---- Input data

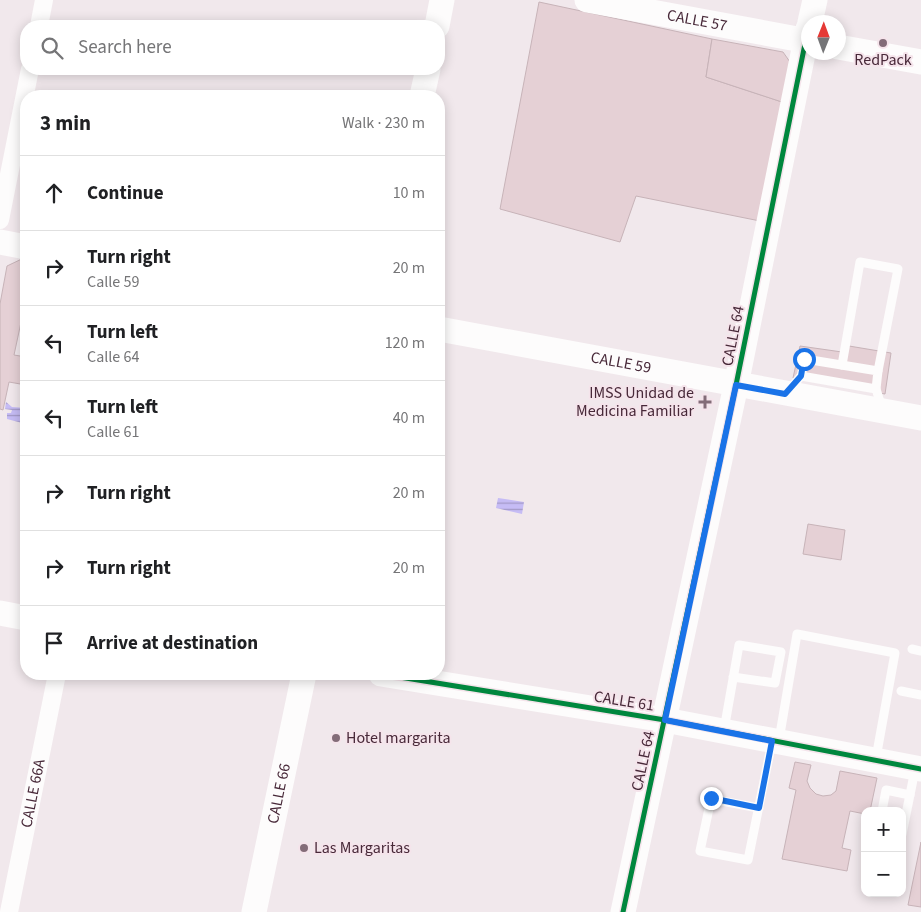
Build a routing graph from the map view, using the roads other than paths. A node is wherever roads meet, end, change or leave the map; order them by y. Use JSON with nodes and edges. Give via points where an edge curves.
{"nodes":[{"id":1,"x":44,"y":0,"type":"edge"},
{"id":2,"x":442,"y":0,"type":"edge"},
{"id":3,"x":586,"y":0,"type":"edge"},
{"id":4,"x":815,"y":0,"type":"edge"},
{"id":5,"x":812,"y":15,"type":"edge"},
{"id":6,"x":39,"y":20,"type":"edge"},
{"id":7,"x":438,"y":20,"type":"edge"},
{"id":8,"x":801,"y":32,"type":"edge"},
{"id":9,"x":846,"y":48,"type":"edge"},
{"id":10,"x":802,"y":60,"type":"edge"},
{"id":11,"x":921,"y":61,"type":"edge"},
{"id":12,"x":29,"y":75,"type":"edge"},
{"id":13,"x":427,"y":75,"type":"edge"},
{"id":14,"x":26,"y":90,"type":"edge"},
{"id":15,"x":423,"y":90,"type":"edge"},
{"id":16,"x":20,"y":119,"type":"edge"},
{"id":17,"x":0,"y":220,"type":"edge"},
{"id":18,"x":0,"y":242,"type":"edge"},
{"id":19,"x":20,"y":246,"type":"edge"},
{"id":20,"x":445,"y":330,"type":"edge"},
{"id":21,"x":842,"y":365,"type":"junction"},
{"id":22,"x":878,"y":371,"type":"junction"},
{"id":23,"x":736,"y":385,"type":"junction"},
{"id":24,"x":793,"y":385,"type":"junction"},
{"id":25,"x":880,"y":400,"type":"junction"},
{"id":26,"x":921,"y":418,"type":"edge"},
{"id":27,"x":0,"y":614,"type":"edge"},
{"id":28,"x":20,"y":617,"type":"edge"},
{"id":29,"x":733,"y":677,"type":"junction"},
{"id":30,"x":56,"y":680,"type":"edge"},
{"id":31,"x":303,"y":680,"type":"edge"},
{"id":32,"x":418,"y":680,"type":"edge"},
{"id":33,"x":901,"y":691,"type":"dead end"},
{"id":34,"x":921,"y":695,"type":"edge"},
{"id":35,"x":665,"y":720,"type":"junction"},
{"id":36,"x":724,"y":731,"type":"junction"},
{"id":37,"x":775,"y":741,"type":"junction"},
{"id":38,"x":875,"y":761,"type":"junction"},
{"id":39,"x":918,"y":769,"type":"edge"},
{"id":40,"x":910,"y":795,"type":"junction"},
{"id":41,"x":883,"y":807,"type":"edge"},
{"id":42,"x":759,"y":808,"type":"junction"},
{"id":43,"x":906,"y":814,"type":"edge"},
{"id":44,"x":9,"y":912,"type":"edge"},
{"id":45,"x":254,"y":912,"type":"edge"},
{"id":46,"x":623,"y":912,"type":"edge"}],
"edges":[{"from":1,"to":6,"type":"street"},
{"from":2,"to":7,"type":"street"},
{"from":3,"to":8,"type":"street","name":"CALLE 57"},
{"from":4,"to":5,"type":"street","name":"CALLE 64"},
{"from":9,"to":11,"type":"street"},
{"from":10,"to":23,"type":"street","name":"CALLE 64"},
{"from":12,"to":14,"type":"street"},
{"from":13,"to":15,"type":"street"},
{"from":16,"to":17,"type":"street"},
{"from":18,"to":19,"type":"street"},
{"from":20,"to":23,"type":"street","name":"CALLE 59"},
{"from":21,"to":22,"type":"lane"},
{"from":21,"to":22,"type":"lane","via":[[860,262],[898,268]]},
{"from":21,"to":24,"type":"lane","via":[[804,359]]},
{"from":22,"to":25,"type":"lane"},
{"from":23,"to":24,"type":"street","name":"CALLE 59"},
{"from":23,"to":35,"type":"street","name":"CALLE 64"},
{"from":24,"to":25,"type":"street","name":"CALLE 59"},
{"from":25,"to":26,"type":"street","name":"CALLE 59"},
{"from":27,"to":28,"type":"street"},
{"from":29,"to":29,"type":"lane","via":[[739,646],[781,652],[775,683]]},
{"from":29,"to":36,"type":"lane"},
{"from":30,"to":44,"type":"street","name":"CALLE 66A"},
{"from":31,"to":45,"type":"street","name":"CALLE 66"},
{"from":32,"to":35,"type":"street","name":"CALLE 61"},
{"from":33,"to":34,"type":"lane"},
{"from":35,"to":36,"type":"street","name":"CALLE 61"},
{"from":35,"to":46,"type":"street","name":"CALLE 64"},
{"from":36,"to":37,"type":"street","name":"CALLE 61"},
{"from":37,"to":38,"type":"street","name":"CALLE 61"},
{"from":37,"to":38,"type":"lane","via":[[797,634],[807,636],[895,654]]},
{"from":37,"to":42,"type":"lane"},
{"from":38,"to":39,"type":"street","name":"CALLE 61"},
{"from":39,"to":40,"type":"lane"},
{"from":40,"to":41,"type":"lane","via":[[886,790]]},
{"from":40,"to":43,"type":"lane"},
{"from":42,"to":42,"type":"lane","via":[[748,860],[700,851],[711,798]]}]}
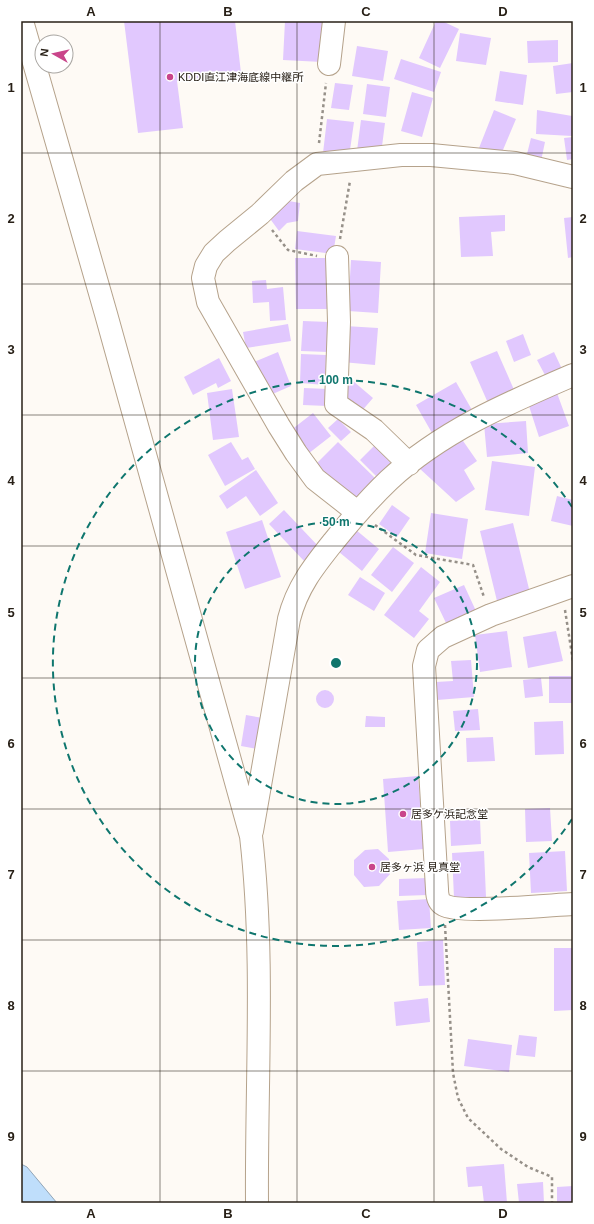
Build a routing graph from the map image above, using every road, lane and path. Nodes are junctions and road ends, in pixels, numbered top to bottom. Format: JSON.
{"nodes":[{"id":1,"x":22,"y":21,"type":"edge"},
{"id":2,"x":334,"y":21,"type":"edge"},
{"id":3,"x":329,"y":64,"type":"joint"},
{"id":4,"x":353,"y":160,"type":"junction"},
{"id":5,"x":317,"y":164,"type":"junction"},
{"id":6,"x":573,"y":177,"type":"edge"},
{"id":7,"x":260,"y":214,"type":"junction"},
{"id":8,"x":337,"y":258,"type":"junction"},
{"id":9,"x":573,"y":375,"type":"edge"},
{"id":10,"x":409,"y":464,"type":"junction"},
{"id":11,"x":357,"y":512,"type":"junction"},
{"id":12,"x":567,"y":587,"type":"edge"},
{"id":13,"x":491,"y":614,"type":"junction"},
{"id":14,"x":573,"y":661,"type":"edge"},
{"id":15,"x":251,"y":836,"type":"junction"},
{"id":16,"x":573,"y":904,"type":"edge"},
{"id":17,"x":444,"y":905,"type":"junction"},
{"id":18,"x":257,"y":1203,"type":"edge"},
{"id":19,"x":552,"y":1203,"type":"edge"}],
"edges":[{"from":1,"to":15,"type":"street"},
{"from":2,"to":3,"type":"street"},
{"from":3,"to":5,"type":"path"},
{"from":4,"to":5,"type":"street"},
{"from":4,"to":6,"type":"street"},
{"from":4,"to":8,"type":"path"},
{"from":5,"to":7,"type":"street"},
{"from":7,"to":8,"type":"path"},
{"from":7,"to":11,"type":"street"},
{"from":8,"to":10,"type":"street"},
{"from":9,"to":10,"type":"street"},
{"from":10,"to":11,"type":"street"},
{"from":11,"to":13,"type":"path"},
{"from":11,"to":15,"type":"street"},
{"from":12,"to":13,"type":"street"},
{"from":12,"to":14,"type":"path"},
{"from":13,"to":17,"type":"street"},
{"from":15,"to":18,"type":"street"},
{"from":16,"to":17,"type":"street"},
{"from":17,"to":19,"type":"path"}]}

--------

● **What you are asked to do**
If a line in the entries above includes "using", count it; report the total alone.

● **Written answer**
2